Et puis je pense à tous ceux
qui recourent au pasteur, dans telle circonstance,
et disparaissent. Qu'il s'agisse d'un mariage, d'un
nouveau-né, d'une inhumation, jamais, jamais
les circonstances ne se répètent.
L'officiant souhaiterait parfois refaire et redire,
devenir un peu indifférent, ne pas donner
toujours de sa brûlante substance
d'âme. Et c'est impossible. Il faut se
dépenser, ou bien trahir la charité,
renier la foi au Dieu « Amour et
Lumière. »
Le pasteur écrit des
lettres ? C'est pour servir... Il sonne aux
portes ? C'est pour servir... Il reçoit
des visites ? C'est pour servir... Quand il
entre chez son prochain, c'est bien souvent pour le
consoler ; mais quand le prochain entre chez
le pasteur, c'est bien souvent pour le
désoler.

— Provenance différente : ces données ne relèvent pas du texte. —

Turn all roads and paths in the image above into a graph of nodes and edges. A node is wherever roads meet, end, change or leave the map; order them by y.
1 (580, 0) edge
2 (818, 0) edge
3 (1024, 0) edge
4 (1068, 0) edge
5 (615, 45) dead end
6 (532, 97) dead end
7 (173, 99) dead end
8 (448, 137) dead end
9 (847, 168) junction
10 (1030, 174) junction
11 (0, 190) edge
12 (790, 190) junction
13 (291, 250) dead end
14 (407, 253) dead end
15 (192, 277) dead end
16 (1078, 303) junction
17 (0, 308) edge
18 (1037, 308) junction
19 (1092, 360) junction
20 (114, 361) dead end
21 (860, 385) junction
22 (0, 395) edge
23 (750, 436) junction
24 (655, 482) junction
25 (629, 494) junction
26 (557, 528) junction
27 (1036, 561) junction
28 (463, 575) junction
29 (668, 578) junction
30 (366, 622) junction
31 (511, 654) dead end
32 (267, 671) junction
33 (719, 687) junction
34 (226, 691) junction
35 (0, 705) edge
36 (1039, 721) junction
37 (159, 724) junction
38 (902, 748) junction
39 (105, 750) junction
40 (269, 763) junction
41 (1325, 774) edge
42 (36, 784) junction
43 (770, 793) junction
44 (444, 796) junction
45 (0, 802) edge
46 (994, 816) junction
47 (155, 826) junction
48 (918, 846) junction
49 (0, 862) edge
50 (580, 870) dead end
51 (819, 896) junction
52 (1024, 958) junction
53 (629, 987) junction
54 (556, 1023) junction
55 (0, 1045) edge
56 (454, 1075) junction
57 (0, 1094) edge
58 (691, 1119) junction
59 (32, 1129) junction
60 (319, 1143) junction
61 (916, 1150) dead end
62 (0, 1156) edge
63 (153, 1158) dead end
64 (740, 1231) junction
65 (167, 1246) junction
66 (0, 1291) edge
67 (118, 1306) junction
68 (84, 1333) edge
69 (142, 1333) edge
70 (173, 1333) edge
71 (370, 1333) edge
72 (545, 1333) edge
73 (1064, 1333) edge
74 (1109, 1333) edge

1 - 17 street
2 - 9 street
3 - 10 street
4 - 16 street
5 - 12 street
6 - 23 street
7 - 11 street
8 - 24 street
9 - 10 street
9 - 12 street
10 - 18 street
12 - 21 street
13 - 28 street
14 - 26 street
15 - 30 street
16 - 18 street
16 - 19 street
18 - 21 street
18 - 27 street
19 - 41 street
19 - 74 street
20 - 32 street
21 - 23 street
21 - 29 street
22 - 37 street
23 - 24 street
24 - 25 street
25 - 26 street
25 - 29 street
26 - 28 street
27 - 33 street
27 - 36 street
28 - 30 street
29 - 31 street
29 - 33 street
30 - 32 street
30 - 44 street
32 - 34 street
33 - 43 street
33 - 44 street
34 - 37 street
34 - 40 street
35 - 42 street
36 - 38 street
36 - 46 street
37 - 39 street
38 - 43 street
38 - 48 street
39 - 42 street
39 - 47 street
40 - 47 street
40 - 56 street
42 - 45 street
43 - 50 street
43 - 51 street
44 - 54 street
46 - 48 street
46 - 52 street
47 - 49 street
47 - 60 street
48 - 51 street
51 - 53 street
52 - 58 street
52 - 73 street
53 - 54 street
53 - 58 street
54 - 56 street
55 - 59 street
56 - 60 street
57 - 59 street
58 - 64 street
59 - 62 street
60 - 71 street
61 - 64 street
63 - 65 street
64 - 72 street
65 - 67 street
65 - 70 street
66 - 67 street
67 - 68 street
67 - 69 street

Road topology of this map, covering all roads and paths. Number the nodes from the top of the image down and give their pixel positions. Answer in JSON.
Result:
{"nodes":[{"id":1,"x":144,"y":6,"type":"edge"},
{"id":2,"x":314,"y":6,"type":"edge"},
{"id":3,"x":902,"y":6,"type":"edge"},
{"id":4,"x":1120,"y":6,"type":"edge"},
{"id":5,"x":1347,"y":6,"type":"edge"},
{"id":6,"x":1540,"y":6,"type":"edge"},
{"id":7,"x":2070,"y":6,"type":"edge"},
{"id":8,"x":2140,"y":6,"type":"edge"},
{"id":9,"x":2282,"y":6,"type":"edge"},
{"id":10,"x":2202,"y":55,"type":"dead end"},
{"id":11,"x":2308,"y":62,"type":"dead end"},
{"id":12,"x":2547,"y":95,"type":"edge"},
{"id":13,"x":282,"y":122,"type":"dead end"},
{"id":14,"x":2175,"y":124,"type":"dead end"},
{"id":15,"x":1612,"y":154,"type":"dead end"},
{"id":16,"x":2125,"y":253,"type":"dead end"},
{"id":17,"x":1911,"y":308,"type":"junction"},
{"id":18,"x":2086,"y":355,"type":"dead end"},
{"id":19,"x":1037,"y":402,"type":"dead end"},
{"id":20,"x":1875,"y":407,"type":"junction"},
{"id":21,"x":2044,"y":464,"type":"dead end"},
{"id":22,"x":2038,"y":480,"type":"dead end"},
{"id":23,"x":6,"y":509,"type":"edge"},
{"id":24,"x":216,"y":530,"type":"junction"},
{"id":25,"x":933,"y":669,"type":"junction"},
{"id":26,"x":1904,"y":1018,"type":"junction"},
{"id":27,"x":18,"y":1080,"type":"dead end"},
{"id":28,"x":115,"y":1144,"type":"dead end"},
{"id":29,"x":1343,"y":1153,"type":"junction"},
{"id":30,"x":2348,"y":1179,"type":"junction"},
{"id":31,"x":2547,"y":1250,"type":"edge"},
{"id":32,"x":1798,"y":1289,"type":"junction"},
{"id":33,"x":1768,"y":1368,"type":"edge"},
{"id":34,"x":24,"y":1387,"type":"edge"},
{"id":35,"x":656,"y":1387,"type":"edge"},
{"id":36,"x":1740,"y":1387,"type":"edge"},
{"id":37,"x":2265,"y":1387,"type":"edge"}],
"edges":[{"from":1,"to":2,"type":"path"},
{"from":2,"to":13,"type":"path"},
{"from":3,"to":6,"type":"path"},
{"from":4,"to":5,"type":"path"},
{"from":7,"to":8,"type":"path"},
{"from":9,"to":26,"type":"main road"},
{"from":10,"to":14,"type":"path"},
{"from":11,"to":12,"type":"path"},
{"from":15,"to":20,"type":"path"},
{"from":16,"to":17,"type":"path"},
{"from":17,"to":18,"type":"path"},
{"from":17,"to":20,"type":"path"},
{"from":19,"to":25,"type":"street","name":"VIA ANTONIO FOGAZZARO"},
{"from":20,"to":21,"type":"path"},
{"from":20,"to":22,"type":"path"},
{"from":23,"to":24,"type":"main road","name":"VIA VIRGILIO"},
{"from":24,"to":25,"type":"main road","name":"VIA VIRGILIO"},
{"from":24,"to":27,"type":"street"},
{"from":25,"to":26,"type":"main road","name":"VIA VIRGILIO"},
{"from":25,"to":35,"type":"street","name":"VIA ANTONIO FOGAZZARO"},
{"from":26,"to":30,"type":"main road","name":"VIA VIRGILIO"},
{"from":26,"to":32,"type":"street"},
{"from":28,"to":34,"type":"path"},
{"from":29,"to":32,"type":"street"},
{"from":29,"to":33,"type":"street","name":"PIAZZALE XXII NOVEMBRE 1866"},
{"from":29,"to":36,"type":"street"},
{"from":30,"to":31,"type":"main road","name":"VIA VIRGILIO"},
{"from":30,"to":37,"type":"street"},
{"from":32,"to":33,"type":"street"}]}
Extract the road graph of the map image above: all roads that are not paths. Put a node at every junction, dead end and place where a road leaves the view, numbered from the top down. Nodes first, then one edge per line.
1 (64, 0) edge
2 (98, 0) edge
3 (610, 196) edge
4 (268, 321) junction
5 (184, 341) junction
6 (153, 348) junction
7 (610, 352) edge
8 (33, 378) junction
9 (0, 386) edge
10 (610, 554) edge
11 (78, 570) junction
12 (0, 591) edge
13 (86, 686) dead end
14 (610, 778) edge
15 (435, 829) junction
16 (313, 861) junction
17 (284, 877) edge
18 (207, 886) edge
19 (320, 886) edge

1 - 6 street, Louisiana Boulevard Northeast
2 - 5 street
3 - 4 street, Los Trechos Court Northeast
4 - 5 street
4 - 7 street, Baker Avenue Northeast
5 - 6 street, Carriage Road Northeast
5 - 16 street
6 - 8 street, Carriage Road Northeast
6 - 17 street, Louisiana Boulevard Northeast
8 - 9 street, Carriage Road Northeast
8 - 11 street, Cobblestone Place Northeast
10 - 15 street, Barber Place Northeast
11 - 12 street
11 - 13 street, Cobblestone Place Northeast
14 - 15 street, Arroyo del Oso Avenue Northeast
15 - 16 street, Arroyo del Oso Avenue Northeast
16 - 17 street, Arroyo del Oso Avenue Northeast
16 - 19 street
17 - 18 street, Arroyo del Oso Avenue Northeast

Quels aveux il reçoit,
quelles confessions ! Quels noirs serpents
rôdent ! Quels atroces combats de la
chair, ou de la haine, ou de l'orgueil !
Oh ! mes pauvres pécheurs, mes pauvres
méchants, mes pauvres butés !
J'ai bien le droit de vous appeler miens, car ce
qui a retenti en vous trouva d'abord,
peut-être, un écho en moi-même.
je crois au péché. je sais le
péché...
Mais aussi quelles
révélations ineffables
prodiguées au serviteur dans le jardin
secret des âmes, dans la communion des
saints, dans le sanctuaire des vaincus victorieux,
dont la « vie demeure cachée avec
Christ en Dieu ». Dans leur compagnie
j'ai respiré, muet d'extase,
l'atmosphère du Paradis...
Voici maintenant le troisième
aspect du ministère :
« L'Éternel chargea Lévi de
bénir le peuple en son
nom ».
Ici encore, je vais être
obligé de moderniser un peu le passage,
c'est-à-dire de le christianiser afin de le
rendre utilisable dans l'Eglise, et enrichissant
pour les disciples du Christ ; car ceux-ci
possèdent la Révélation
évangélique. On ne peut exiger qu'ils
retrouvent exactement leur âme dans les vieux
textes d'Israël ; d'ailleurs, quand ils
versent le vin du Nouveau Testament dans l'Ancien,
il se produit le résultat noté par
Jésus chez les vendangeurs : le raisin
fermenté crève les outres
périmées. L'Ancien Testament nous
aide à mieux comprendre le Nouveau ;
mais le Nouveau n'est point chargé de
conserver l'Ancien.
Les religions primitives
considéraient l'acte de bénir comme
une cérémonie magique par laquelle
certaines syllabes sacrées,
énoncées d'une certaine
manière par des personnages spéciaux,
apportaient la chance heureuse ou une bonne fortune
aux bénéficiaires, Jacob ayant obtenu
par ruse une bénédiction
destinée à Ésaü, celui-ci
ne put jamais récupérer celle que son
frère cadet lui avait soutirée ;
elle avait imprégné d'un
sortilège le fraudeur.
Ce n'est pas ainsi que nous
envisageons la bénédiction, dans
l'atmosphère morale d'un groupe
chrétien. Sans doute, elle est une
réalité ; qu'elle soit
donnée par un père ou une
mère, un sage ou un maître un pasteur
ou un prêtre, dans l'intimité ou dans
le culte public, nous ne croyons pas que la
bénédiction se réduise
à un simple geste, que n'accompagne aucune
énergie spirituelle active ; mais nous
ne pensons point, d'autre part, qu'elle soit
projetée matériellement comme une
liqueur insecticide qui nettoie les feuilles de
leurs parasites.
Dès lors, la vraie
bénédiction octroyée par
l'officiant chrétien sera liée
à des paroles, à un message,
plutôt qu'à la récitation de
stériles formules souvent
incompréhensibles, rabaissées au
niveau d'une incantation superstitieuse.
Ceci m'amène à
soutenir que la réelle
bénédiction apportée à
ses paroissiens par l'officiant
évangélique est tout simplement, tout
mystérieusement, le magnifique bienfait de
l'enseignement régulier de la
vérité biblique, soit dans le
catéchisme, soit dans le sermon.
Voilà une surprise dans
l'histoire ! L'apparition d'une religion qui
se parle, qui est une nouvelle, une
« bonne » nouvelle,
c'est-à-dire un
« évangile ». Celui-ci
fut annoncé, ici-bas, la première
fois qu'un messager d'En-haut s'écria :
« Le vrai Dieu règne sur les
coeurs, transforme les vies, unit les hommes.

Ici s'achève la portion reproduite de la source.